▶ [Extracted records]
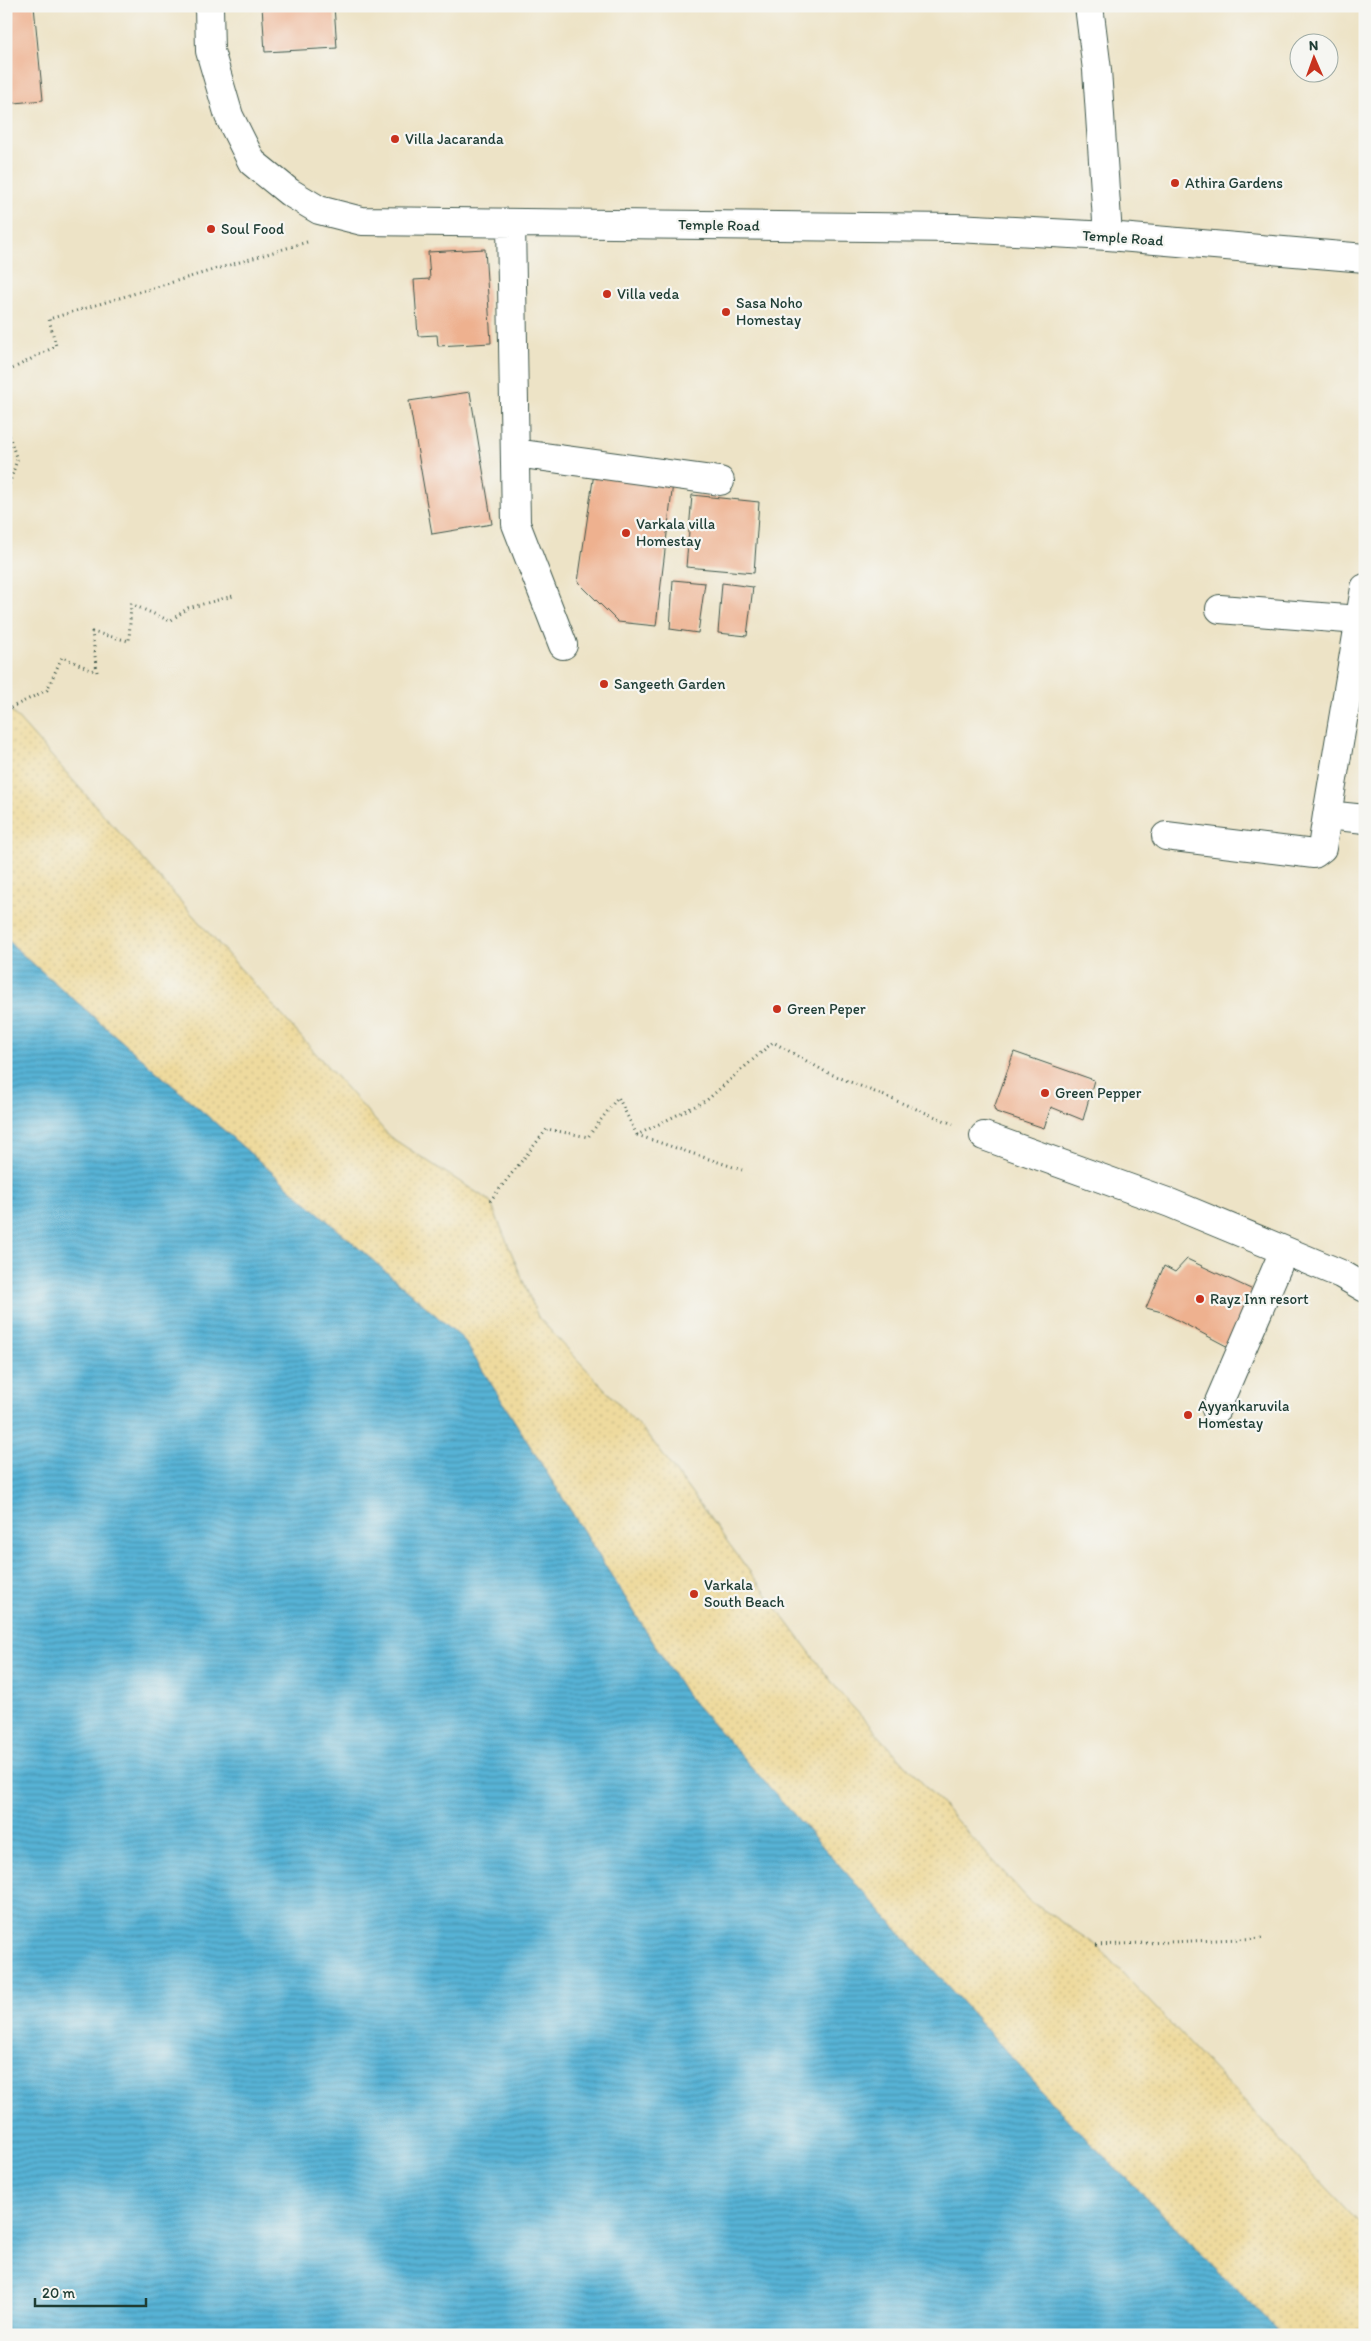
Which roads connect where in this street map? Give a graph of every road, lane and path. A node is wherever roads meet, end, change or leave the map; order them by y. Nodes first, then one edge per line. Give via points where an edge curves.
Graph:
1 (209, 6) edge
2 (1089, 6) edge
3 (319, 210) junction
4 (511, 223) junction
5 (1108, 236) junction
6 (1365, 258) edge
7 (6, 376) edge
8 (6, 426) edge
9 (515, 453) junction
10 (720, 480) dead end
11 (6, 494) edge
12 (1365, 588) edge
13 (233, 596) dead end
14 (1220, 609) dead end
15 (1359, 620) junction
16 (564, 645) dead end
17 (6, 710) edge
18 (1326, 815) junction
19 (1365, 819) edge
20 (1166, 836) dead end
21 (637, 1135) junction
22 (984, 1136) joint
23 (742, 1170) dead end
24 (490, 1200) dead end
25 (1284, 1251) junction
26 (1365, 1288) edge
27 (1216, 1409) dead end
28 (1265, 1938) dead end
29 (1096, 1945) dead end

1 - 3 street, Temple Road via 210,51 229,116 252,162 289,192
2 - 5 street via 1097,70
3 - 4 street, Temple Road via 362,221
3 - 7 path via 319,238 48,319 56,346 12,369
4 - 5 street, Temple Road via 956,228
4 - 9 street
5 - 6 street, Temple Road
8 - 11 path via 18,460
9 - 10 street
9 - 16 street via 516,524
12 - 15 street
13 - 17 path via 188,608 170,621 131,604 129,641 92,632 97,672 62,657 48,690
14 - 15 street
15 - 18 street
18 - 19 street
18 - 20 street via 1322,848 1314,854
21 - 22 path via 707,1100 773,1042 826,1072
21 - 23 path
21 - 24 path via 618,1097 588,1137 547,1129
22 - 25 street via 1170,1202
25 - 26 street via 1341,1274
25 - 27 street
28 - 29 path

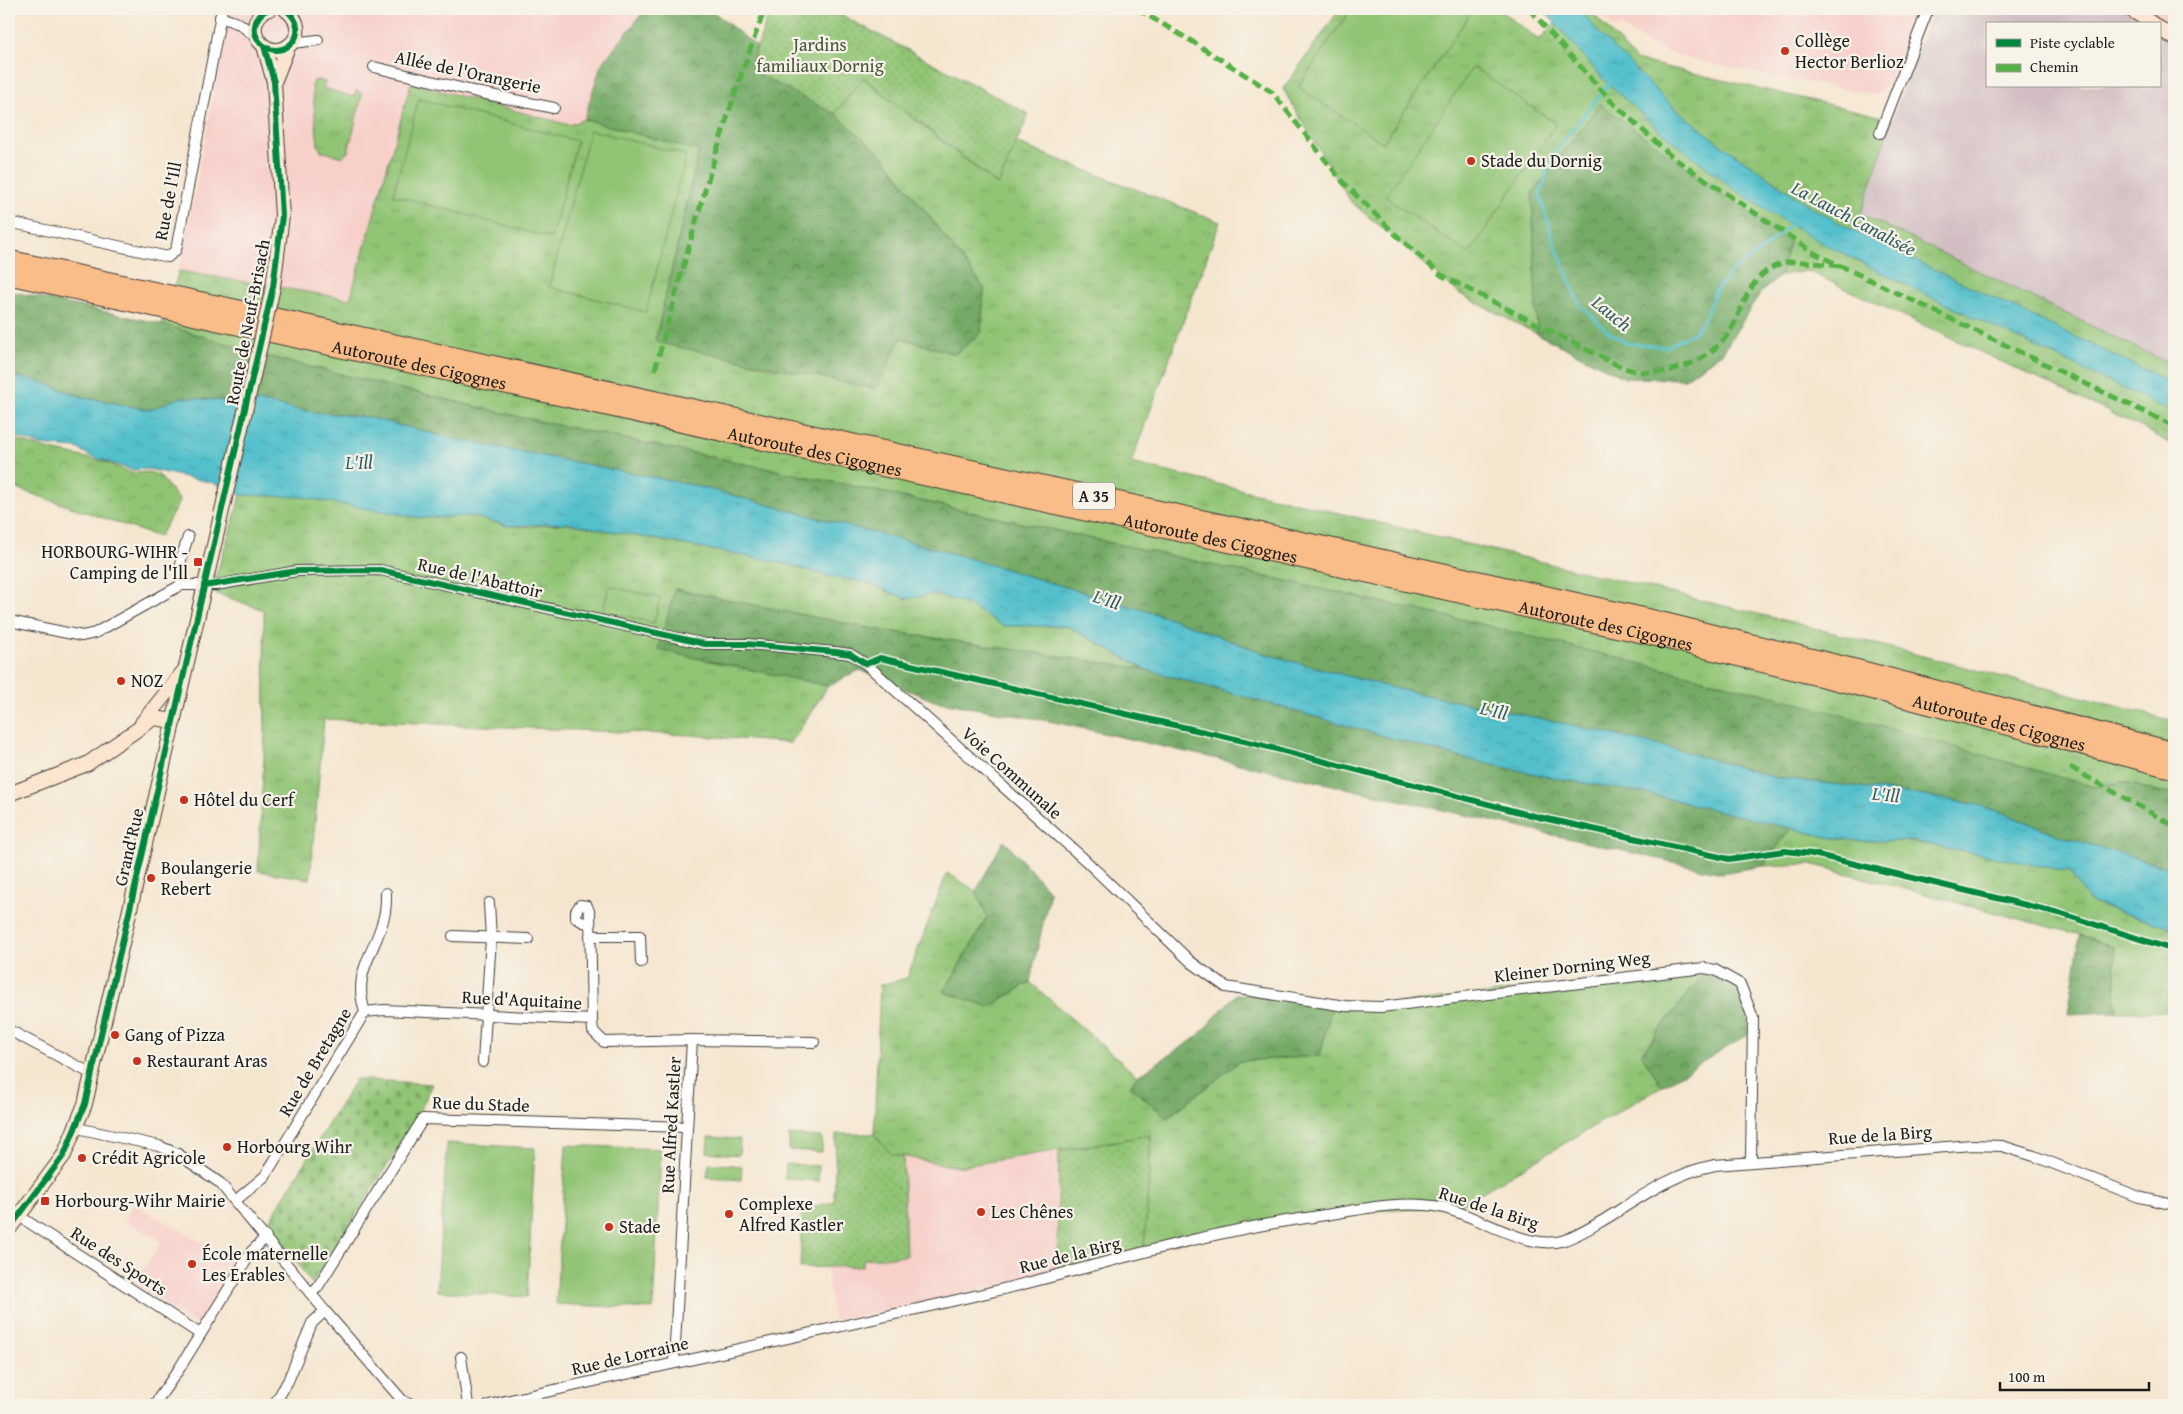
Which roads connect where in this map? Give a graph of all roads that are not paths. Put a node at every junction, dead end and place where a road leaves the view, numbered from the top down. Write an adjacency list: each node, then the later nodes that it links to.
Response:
1 (285, 9): 8 (main road)
2 (1928, 9): 16 (street)
3 (2130, 9): 6 (main road)
4 (265, 11): 7 (street); 11 (main road)
5 (221, 13): 7 (street, Rue de l'Ill); 17 (street, Rue de l'Ill)
6 (2150, 22)
7 (240, 24): 11 (street, Rue de l'Ill)
8 (298, 25): 12 (main road, Route de Neuf-Brisach); 12 (street)
9 (2160, 29): 10 (main road)
10 (2174, 38)
11 (260, 41): 12 (main road); 14 (main road, Route de Neuf-Brisach)
12 (290, 45): 14 (main road, Route de Neuf-Brisach)
13 (374, 67): 15 (street, Allée de l'Orangerie)
14 (274, 82): 20 (main road, Route de Neuf-Brisach, bridge)
15 (554, 108)
16 (1880, 133)
17 (9, 222)
18 (9, 260): 30 (highway, Autoroute des Cigognes / A 35)
19 (9, 275): 31 (highway, Autoroute des Cigognes / A 35)
20 (235, 453): 23 (main road, Grand'Rue)
21 (188, 537): 22 (street)
22 (181, 586): 23 (street, Rue de l'Abattoir); 24 (street)
23 (204, 586): 25 (street, Rue de l'Abattoir); 26 (main road, Grand'Rue)
24 (9, 621)
25 (747, 644): 41 (street, Voie Communale)
26 (186, 669): 27 (main road); 28 (main road, Grand'Rue)
27 (149, 714): 28 (main road); 29 (main road)
28 (175, 715): 29 (main road); 49 (main road, Grand'Rue)
29 (140, 726): 32 (main road)
30 (2174, 752)
31 (2174, 769)
32 (9, 794)
33 (386, 893): 42 (street, Rue de Bretagne)
34 (489, 903): 38 (street)
35 (590, 923): 37 (street)
36 (453, 936): 38 (street)
37 (590, 936): 40 (street); 44 (street)
38 (491, 938): 39 (street); 43 (street)
39 (528, 939)
40 (641, 962)
41 (1226, 987): 52 (street, Kleiner Dorning Weg)
42 (365, 1012): 43 (street, Rue d'Aquitaine); 53 (street, Rue de Bretagne)
43 (487, 1015): 44 (street, Rue d'Aquitaine); 48 (street)
44 (592, 1020): 46 (street, Rue d'Aquitaine)
45 (9, 1030): 49 (street)
46 (692, 1040): 47 (street, Rue d'Aquitaine); 50 (street, Rue Alfred Kastler)
47 (814, 1042)
48 (483, 1062)
49 (92, 1074): 51 (main road, Grand'Rue)
50 (687, 1127): 58 (street, Rue du Stade); 63 (street, Rue Alfred Kastler)
51 (77, 1128): 53 (street); 55 (main road, Grand'Rue)
52 (1751, 1161): 54 (street, Rue de la Birg); 61 (street, Rue de la Birg)
53 (235, 1200): 57 (street)
54 (2174, 1205)
55 (19, 1216): 56 (main road, Grand'Rue); 60 (street, Rue des Sports)
56 (9, 1229)
57 (266, 1237): 58 (street); 60 (street)
58 (310, 1293): 59 (street)
59 (325, 1311): 64 (street); 66 (street)
60 (200, 1334): 65 (street)
61 (778, 1339): 63 (street, Rue de Lorraine)
62 (461, 1357): 68 (street)
63 (674, 1362): 69 (street, Rue de Lorraine)
64 (400, 1403): 67 (street)
65 (154, 1405)
66 (274, 1405)
67 (412, 1405)
68 (468, 1405)
69 (488, 1405)

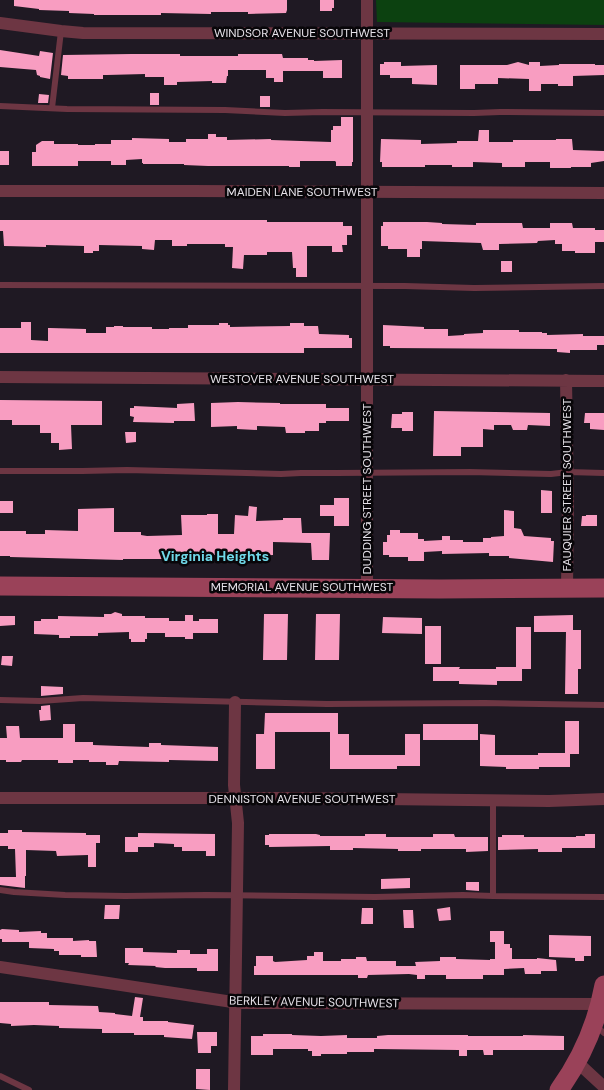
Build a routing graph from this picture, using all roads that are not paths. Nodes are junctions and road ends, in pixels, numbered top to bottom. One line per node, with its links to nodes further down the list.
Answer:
1 (366, 0): 4 (street, DUDDING STREET SOUTHWEST)
2 (0, 23): 3 (street, WINDSOR AVENUE SOUTHWEST)
3 (61, 31): 4 (street, WINDSOR AVENUE SOUTHWEST); 7 (lane)
4 (367, 33): 5 (street, WINDSOR AVENUE SOUTHWEST); 8 (street, DUDDING STREET SOUTHWEST)
5 (604, 34)
6 (0, 106): 7 (lane)
7 (52, 108): 8 (lane)
8 (367, 112): 9 (lane); 11 (street, DUDDING STREET SOUTHWEST)
9 (604, 114)
10 (0, 191): 11 (street, MAIDEN LANE SOUTHWEST)
11 (367, 193): 12 (street, MAIDEN LANE SOUTHWEST); 14 (street, DUDDING STREET SOUTHWEST)
12 (604, 193)
13 (0, 284): 14 (lane)
14 (367, 286): 15 (lane); 17 (street, DUDDING STREET SOUTHWEST)
15 (604, 286)
16 (0, 377): 17 (street, WESTOVER AVENUE SOUTHWEST)
17 (367, 379): 18 (street, WESTOVER AVENUE SOUTHWEST); 22 (street, DUDDING STREET SOUTHWEST)
18 (566, 380): 19 (street, WESTOVER AVENUE SOUTHWEST); 21 (street, FAUQUIER STREET SOUTHWEST)
19 (604, 381)
20 (0, 471): 22 (lane)
21 (568, 472): 22 (lane); 23 (lane); 27 (street, FAUQUIER STREET SOUTHWEST)
22 (367, 473): 25 (street, DUDDING STREET SOUTHWEST)
23 (604, 473)
24 (0, 586): 25 (street, MEMORIAL AVENUE SOUTHWEST)
25 (367, 588): 27 (street, MEMORIAL AVENUE SOUTHWEST)
26 (604, 588): 27 (street, MEMORIAL AVENUE SOUTHWEST)
27 (567, 589)
28 (0, 700): 29 (lane)
29 (235, 702): 30 (lane); 32 (street)
30 (604, 705)
31 (0, 798): 32 (street, DENNISTON AVENUE SOUTHWEST)
32 (236, 798): 34 (street, DENNISTON AVENUE SOUTHWEST); 36 (street)
33 (604, 799): 34 (street, DENNISTON AVENUE SOUTHWEST)
34 (493, 800): 37 (lane)
35 (0, 890): 36 (lane)
36 (238, 895): 37 (lane); 41 (street)
37 (492, 896): 38 (lane)
38 (604, 897)
39 (0, 967): 41 (street, BERKLEY AVENUE SOUTHWEST)
40 (604, 985): 42 (street)
41 (235, 1003): 42 (street, BERKLEY AVENUE SOUTHWEST); 48 (street)
42 (601, 1004): 43 (street)
43 (599, 1029): 44 (street)
44 (576, 1062): 46 (street); 49 (street)
45 (0, 1076): 47 (lane)
46 (604, 1087)
47 (29, 1090)
48 (234, 1090)
49 (559, 1090)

▶ [Instructions to follow] No pictures should appear in the copy, which holds exactly the lines from the first line of the data through the line with "Which roads connect where in this map?" and nothing else.

▶ [Response for this exercise]
Which roads connect where in this street map? Give a graph of every road, lane and path. A node is wherever roads meet, end, change or leave the map; order them by y. Nodes first, then one edge per line. Give via points where an edge curves.
Graph:
1 (209, 6) edge
2 (1089, 6) edge
3 (319, 210) junction
4 (511, 223) junction
5 (1108, 236) junction
6 (1365, 258) edge
7 (6, 376) edge
8 (6, 426) edge
9 (515, 453) junction
10 (720, 480) dead end
11 (6, 494) edge
12 (1365, 588) edge
13 (233, 596) dead end
14 (1220, 609) dead end
15 (1359, 620) junction
16 (564, 645) dead end
17 (6, 710) edge
18 (1326, 815) junction
19 (1365, 819) edge
20 (1166, 836) dead end
21 (637, 1135) junction
22 (984, 1136) joint
23 (742, 1170) dead end
24 (490, 1200) dead end
25 (1284, 1251) junction
26 (1365, 1288) edge
27 (1216, 1409) dead end
28 (1265, 1938) dead end
29 (1096, 1945) dead end

1 - 3 street, Temple Road via 210,51 229,116 252,162 289,192
2 - 5 street via 1097,70
3 - 4 street, Temple Road via 362,221
3 - 7 path via 319,238 48,319 56,346 12,369
4 - 5 street, Temple Road via 956,228
4 - 9 street
5 - 6 street, Temple Road
8 - 11 path via 18,460
9 - 10 street
9 - 16 street via 516,524
12 - 15 street
13 - 17 path via 188,608 170,621 131,604 129,641 92,632 97,672 62,657 48,690
14 - 15 street
15 - 18 street
18 - 19 street
18 - 20 street via 1322,848 1314,854
21 - 22 path via 707,1100 773,1042 826,1072
21 - 23 path
21 - 24 path via 618,1097 588,1137 547,1129
22 - 25 street via 1170,1202
25 - 26 street via 1341,1274
25 - 27 street
28 - 29 path

Which roads connect where in this map? Give a graph of all roads that are not paths. Put a node at every junction, dead end and place where a road leaves the view, numbered from the top down. Write an adjacency list: each node, then the later nodes that it links to.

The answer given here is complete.